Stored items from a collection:

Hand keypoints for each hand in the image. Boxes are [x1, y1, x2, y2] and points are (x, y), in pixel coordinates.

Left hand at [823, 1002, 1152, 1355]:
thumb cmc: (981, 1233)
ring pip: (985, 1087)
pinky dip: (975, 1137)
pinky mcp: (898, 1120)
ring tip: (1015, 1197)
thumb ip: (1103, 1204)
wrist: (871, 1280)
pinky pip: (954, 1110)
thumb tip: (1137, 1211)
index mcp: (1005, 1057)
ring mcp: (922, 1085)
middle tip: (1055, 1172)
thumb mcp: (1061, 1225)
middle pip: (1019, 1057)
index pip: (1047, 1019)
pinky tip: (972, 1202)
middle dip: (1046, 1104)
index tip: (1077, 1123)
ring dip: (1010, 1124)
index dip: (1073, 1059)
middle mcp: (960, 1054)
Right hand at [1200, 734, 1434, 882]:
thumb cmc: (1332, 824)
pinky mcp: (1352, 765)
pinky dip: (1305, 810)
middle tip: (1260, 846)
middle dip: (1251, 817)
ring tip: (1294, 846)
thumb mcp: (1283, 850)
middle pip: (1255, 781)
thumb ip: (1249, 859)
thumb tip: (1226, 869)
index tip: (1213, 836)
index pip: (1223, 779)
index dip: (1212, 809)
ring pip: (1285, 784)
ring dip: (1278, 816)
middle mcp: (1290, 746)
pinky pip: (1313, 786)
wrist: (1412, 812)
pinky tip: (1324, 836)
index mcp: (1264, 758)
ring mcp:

> WHAT YOU HAVE TO DO
Take the records above and write each one out again exactly.

> ANSWER TO THIS PROBLEM
Hand keypoints for each hand in the image. Boxes are [x1, y1, x2, y2] and points are (x, y), in pixel coordinates.

Left hand at [823, 1002, 1152, 1355]:
thumb cmc: (981, 1233)
ring pip: (985, 1087)
pinky dip: (975, 1137)
pinky mcp: (898, 1120)
ring tip: (1015, 1197)
thumb ip: (1103, 1204)
wrist: (871, 1280)
pinky pip: (954, 1110)
thumb tip: (1137, 1211)
index mcp: (1005, 1057)
ring mcp: (922, 1085)
middle tip: (1055, 1172)
thumb mcp: (1061, 1225)
middle pip: (1019, 1057)
index pip: (1047, 1019)
pinky tip: (972, 1202)
middle dip: (1046, 1104)
index tip: (1077, 1123)
ring dip: (1010, 1124)
index dip: (1073, 1059)
middle mcp: (960, 1054)
Right hand at [1200, 734, 1434, 882]:
thumb cmc: (1332, 824)
pinky mcp: (1352, 765)
pinky dip: (1305, 810)
middle tip: (1260, 846)
middle dip: (1251, 817)
ring tip: (1294, 846)
thumb mcp: (1283, 850)
middle pip: (1255, 781)
thumb ip: (1249, 859)
thumb tip: (1226, 869)
index tip: (1213, 836)
index pip: (1223, 779)
index dip: (1212, 809)
ring pip: (1285, 784)
ring dip: (1278, 816)
middle mcp: (1290, 746)
pinky pip: (1313, 786)
wrist: (1412, 812)
pinky tip: (1324, 836)
index mcp: (1264, 758)
ring mcp:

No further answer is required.